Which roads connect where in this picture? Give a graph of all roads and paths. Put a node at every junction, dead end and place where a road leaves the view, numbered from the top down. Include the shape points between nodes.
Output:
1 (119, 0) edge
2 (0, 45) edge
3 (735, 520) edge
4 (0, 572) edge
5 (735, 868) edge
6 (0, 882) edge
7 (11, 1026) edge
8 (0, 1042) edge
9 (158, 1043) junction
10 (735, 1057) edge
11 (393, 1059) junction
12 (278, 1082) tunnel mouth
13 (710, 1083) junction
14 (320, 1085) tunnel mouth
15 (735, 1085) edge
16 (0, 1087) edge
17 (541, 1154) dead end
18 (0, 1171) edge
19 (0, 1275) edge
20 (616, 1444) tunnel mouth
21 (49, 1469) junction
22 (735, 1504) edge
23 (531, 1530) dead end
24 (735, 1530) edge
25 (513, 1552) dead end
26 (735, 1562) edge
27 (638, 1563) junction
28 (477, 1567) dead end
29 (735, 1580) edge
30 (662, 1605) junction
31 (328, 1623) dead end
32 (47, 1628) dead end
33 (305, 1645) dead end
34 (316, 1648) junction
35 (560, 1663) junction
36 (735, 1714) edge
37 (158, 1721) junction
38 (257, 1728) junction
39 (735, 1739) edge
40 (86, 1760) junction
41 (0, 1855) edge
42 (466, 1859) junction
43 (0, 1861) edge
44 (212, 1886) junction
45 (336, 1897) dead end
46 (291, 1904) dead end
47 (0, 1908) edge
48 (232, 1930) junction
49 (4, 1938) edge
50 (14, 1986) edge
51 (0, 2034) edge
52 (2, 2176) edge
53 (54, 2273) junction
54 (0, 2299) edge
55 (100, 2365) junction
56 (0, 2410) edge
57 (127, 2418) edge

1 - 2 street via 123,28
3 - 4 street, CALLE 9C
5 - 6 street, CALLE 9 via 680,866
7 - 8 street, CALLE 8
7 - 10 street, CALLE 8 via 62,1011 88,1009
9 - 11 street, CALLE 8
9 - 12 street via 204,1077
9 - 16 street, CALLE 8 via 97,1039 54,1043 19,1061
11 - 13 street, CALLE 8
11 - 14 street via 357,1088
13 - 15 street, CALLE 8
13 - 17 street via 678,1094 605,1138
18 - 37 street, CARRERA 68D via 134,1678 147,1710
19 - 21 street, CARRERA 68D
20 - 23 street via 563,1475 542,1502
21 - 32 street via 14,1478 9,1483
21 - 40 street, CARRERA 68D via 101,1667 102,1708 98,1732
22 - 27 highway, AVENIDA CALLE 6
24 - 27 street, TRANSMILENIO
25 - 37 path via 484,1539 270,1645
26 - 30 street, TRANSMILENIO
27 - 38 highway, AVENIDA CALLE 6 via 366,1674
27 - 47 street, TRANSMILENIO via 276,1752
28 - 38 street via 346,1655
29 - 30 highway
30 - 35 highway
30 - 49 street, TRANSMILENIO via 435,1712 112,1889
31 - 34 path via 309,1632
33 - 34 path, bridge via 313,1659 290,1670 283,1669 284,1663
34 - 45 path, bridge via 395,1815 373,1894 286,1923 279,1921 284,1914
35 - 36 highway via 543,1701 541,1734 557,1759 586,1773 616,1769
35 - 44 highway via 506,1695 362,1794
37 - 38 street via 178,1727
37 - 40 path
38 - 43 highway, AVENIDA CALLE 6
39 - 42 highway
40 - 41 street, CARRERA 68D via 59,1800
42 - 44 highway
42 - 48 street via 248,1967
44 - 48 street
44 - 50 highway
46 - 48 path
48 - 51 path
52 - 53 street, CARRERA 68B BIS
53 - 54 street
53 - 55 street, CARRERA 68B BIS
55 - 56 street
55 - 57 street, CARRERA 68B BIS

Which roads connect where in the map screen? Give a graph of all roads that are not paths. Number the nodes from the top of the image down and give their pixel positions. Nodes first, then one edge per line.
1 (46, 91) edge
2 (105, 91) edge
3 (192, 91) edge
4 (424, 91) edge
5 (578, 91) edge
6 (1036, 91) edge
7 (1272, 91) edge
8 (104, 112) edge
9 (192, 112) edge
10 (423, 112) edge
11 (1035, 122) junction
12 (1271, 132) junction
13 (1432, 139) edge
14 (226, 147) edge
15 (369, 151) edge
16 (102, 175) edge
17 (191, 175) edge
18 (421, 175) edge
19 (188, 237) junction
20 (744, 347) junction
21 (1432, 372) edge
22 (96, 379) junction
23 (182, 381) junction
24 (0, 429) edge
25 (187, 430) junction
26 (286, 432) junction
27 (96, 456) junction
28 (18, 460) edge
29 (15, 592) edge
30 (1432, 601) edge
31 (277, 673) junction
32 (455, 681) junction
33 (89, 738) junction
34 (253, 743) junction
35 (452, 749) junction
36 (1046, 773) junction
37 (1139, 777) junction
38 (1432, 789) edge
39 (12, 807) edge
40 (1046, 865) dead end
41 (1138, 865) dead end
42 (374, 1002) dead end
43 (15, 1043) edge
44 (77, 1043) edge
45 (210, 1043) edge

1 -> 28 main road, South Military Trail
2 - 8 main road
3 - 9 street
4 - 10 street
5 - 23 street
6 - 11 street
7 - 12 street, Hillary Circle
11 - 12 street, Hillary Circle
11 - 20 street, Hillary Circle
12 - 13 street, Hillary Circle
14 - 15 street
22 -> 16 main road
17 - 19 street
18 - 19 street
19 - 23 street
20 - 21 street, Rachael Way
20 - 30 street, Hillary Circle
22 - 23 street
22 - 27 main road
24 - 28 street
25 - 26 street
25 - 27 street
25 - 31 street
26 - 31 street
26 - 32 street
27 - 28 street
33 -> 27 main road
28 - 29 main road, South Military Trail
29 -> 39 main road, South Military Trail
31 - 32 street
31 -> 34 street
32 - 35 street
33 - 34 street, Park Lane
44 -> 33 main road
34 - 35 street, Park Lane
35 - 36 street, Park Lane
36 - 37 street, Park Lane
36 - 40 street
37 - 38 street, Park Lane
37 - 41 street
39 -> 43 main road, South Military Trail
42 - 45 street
● ● ●
### Your goal
Using the data above, return each line that includes the word "bridge".

### Solution to this problem
33 - 34 path, bridge via 313,1659 290,1670 283,1669 284,1663
34 - 45 path, bridge via 395,1815 373,1894 286,1923 279,1921 284,1914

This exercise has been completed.